Available data:
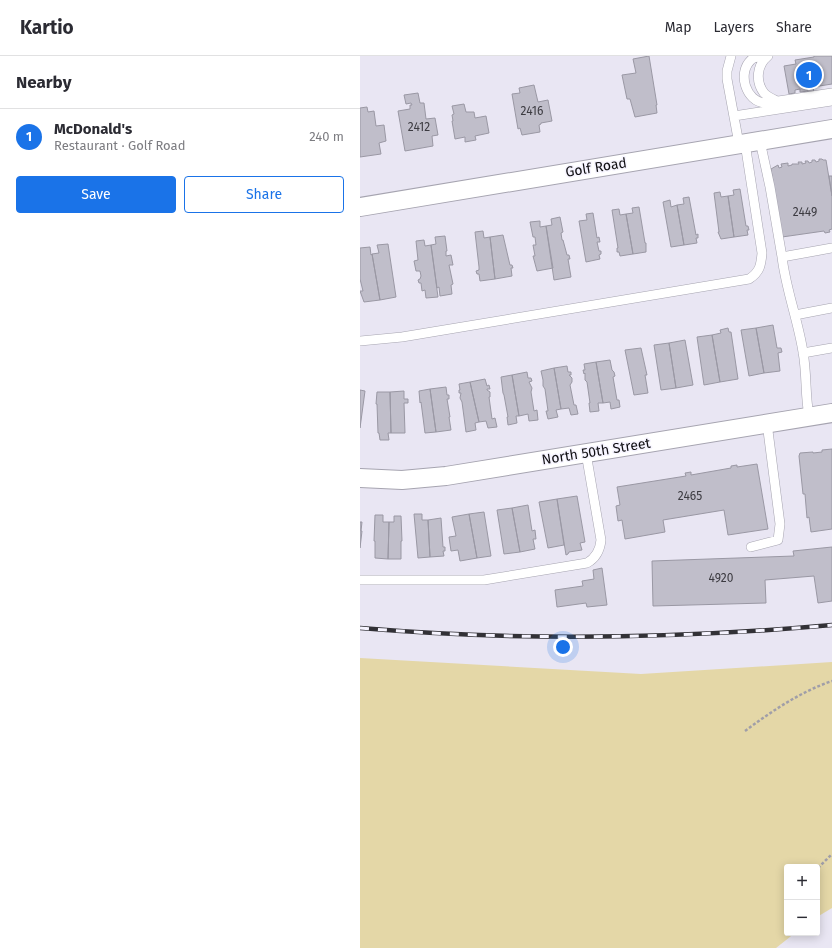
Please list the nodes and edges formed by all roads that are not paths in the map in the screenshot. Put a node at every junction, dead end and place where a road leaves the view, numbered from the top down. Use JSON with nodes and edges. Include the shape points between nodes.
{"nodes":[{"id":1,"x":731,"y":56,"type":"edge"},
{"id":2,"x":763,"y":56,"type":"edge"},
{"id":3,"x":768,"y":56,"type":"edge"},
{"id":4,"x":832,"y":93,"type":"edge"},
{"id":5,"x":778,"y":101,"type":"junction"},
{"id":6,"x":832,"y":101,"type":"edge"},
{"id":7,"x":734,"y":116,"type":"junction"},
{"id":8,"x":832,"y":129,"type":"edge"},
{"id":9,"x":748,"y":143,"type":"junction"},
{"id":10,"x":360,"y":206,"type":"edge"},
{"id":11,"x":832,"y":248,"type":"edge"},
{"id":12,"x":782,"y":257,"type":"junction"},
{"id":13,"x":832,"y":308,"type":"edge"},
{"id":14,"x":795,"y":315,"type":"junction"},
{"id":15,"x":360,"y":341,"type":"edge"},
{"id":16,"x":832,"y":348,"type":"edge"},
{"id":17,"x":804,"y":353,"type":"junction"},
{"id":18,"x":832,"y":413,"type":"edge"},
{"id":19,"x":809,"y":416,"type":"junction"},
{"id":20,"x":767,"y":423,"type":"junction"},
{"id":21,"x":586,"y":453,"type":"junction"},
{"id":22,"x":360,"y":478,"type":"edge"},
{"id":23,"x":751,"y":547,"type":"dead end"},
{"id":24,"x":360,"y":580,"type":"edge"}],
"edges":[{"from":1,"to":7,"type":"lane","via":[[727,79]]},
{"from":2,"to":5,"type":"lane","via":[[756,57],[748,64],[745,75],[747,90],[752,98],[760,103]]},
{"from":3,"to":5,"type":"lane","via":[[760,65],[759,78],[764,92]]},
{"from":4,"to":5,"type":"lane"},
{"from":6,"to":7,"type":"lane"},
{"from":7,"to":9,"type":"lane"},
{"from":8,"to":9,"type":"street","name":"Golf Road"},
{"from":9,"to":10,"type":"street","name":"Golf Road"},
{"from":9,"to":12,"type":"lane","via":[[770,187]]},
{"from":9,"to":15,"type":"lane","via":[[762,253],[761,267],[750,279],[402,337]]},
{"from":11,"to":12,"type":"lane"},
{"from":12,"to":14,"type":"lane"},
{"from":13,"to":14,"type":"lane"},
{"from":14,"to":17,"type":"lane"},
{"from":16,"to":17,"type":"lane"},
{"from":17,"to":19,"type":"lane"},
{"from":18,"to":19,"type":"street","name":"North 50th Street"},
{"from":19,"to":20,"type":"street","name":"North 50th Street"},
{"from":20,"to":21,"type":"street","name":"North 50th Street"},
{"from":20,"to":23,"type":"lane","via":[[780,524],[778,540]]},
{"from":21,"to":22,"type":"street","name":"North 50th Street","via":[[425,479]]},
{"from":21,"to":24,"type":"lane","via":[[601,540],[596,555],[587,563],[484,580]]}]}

* * *

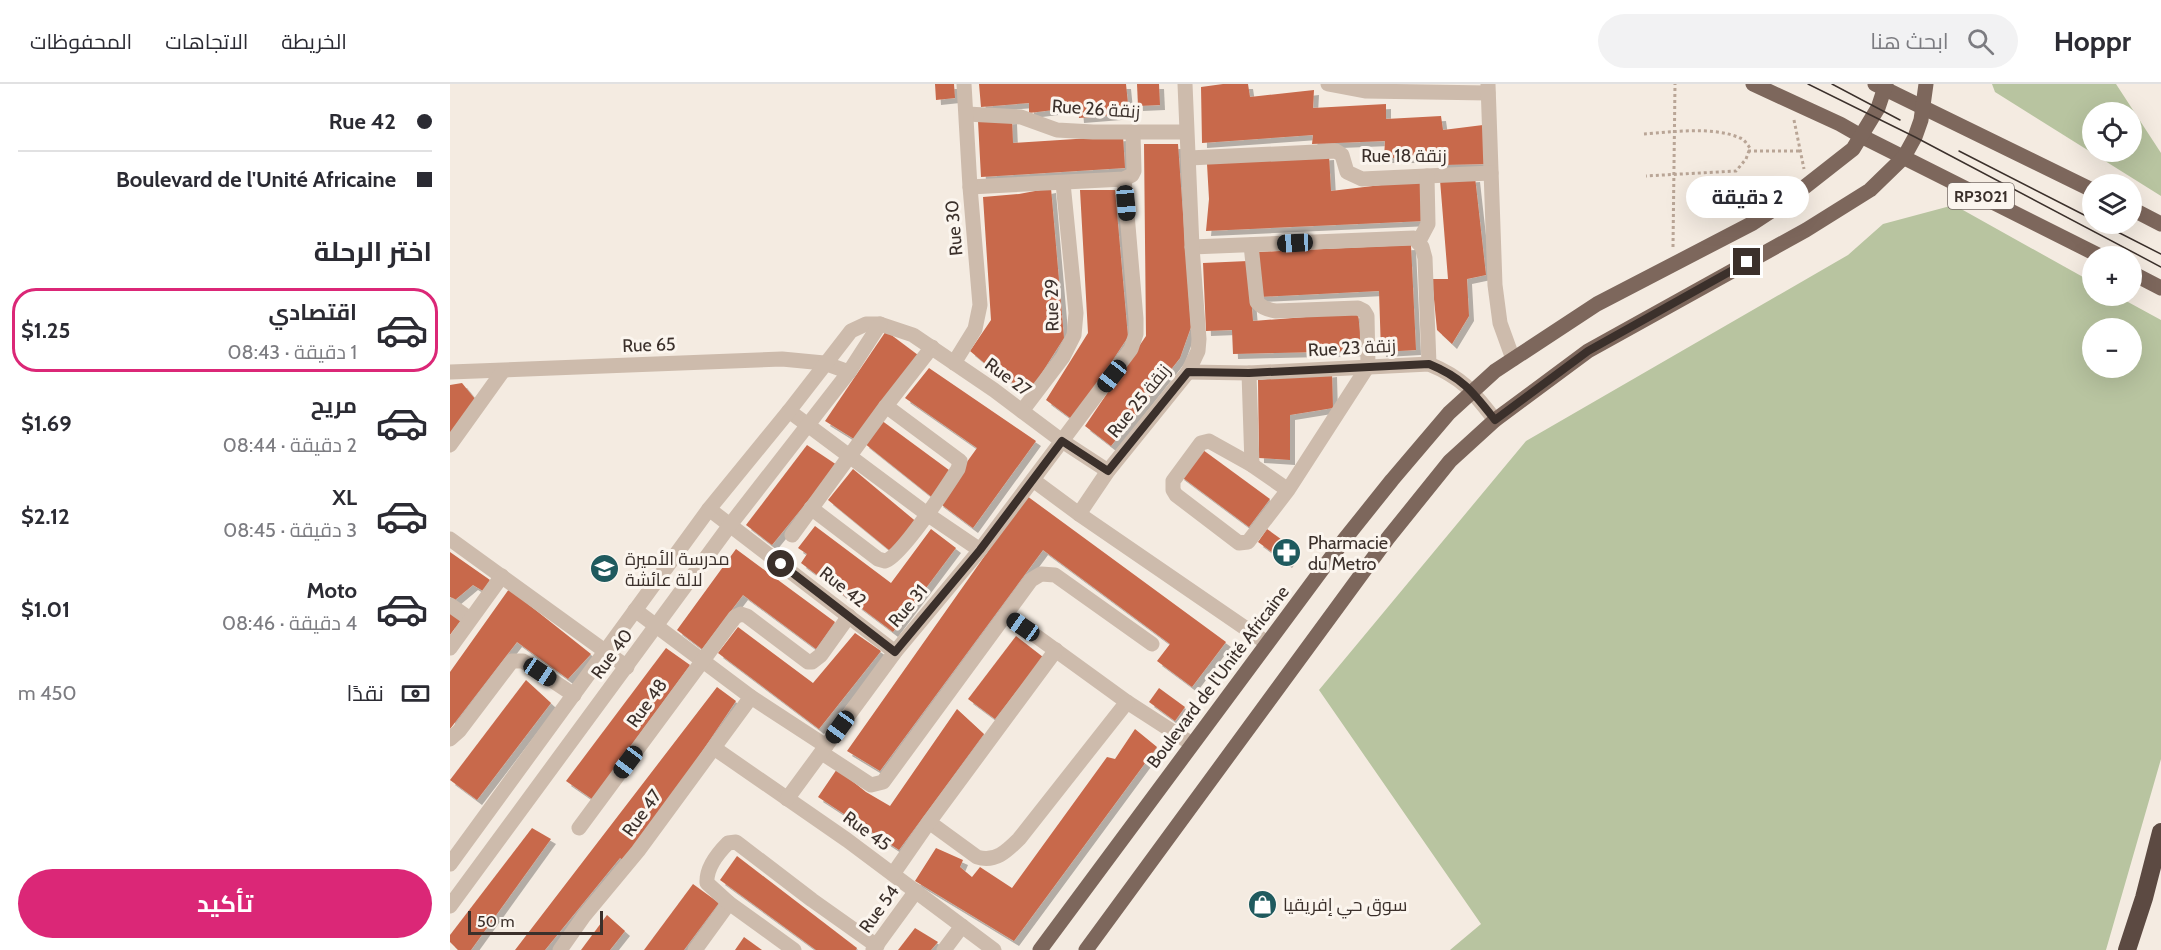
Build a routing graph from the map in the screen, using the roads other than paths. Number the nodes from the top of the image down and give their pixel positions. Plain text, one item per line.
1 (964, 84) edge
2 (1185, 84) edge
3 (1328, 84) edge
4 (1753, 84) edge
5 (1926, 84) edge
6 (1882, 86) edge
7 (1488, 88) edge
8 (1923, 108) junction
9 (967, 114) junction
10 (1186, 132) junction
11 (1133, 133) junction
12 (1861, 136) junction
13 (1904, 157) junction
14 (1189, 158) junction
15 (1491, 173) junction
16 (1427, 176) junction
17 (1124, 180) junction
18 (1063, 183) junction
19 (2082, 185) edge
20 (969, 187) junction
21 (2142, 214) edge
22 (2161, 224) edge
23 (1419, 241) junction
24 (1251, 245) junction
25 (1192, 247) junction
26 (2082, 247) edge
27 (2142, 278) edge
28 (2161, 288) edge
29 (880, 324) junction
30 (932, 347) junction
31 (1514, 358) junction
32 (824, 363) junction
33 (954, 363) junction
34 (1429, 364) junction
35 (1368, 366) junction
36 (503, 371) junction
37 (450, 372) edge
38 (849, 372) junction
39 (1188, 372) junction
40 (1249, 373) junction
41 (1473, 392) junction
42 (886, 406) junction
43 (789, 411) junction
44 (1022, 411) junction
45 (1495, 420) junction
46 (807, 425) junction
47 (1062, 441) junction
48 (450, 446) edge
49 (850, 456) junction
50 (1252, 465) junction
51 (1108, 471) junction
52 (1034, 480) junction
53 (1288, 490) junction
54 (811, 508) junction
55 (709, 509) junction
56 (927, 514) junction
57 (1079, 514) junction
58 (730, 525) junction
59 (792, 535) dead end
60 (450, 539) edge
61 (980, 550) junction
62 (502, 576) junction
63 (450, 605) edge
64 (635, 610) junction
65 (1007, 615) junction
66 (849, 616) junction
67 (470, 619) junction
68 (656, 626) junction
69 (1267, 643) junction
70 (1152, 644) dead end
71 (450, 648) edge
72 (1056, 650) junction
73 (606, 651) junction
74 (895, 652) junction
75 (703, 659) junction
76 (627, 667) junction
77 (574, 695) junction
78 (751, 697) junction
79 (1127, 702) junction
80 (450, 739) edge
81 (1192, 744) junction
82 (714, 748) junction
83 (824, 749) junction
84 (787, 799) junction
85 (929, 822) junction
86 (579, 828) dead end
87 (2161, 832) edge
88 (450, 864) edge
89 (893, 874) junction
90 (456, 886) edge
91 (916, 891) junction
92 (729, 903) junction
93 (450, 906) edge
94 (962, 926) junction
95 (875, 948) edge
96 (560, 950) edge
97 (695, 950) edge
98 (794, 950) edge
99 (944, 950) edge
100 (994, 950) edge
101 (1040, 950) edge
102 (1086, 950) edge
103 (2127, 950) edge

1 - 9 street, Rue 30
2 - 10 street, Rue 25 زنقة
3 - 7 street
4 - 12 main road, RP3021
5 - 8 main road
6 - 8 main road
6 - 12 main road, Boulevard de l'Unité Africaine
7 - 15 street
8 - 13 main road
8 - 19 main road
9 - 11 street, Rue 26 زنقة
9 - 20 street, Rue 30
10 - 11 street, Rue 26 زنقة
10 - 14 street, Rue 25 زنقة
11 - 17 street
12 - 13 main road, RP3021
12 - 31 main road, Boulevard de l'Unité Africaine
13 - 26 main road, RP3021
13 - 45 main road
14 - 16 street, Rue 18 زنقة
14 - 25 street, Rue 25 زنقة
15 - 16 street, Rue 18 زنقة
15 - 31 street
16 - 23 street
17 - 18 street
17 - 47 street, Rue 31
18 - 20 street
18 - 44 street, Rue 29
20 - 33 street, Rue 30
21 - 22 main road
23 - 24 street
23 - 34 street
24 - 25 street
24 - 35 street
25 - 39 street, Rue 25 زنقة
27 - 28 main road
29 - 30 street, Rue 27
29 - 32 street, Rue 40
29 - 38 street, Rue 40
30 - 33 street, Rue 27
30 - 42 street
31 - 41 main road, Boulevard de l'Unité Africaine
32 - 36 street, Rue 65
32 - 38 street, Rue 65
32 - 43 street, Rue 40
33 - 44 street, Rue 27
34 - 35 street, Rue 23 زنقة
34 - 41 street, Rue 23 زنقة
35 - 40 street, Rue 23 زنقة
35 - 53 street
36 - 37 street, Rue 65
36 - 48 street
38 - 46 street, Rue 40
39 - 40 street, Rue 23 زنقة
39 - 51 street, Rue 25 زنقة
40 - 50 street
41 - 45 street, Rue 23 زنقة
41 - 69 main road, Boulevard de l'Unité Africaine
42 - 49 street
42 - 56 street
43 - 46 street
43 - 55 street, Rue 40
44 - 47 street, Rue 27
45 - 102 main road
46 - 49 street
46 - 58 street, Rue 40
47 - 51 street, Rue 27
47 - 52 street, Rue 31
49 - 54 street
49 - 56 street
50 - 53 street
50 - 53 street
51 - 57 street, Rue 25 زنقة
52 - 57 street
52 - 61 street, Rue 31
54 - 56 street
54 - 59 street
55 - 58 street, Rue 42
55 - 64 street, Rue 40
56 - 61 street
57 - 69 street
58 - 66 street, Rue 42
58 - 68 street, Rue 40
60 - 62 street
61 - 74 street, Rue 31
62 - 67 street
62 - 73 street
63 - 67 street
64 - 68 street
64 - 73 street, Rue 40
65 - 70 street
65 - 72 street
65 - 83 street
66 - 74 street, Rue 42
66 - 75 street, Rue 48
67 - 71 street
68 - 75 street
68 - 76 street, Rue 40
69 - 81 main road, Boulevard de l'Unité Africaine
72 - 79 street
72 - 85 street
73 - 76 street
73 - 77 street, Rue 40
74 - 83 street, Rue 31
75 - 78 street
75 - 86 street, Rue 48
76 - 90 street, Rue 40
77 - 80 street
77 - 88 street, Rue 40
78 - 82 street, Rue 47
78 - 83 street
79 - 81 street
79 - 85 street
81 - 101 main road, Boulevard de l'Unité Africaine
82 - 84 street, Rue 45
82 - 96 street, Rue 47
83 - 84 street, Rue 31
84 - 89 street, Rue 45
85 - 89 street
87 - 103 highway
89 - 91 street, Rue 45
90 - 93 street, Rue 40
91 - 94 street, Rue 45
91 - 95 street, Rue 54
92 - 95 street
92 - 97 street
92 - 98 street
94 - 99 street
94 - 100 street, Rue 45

Exercise instructions: Copy down every line of the material above that includes the string "Boulevard".

Written reply:
6 - 12 main road, Boulevard de l'Unité Africaine
12 - 31 main road, Boulevard de l'Unité Africaine
31 - 41 main road, Boulevard de l'Unité Africaine
41 - 69 main road, Boulevard de l'Unité Africaine
69 - 81 main road, Boulevard de l'Unité Africaine
81 - 101 main road, Boulevard de l'Unité Africaine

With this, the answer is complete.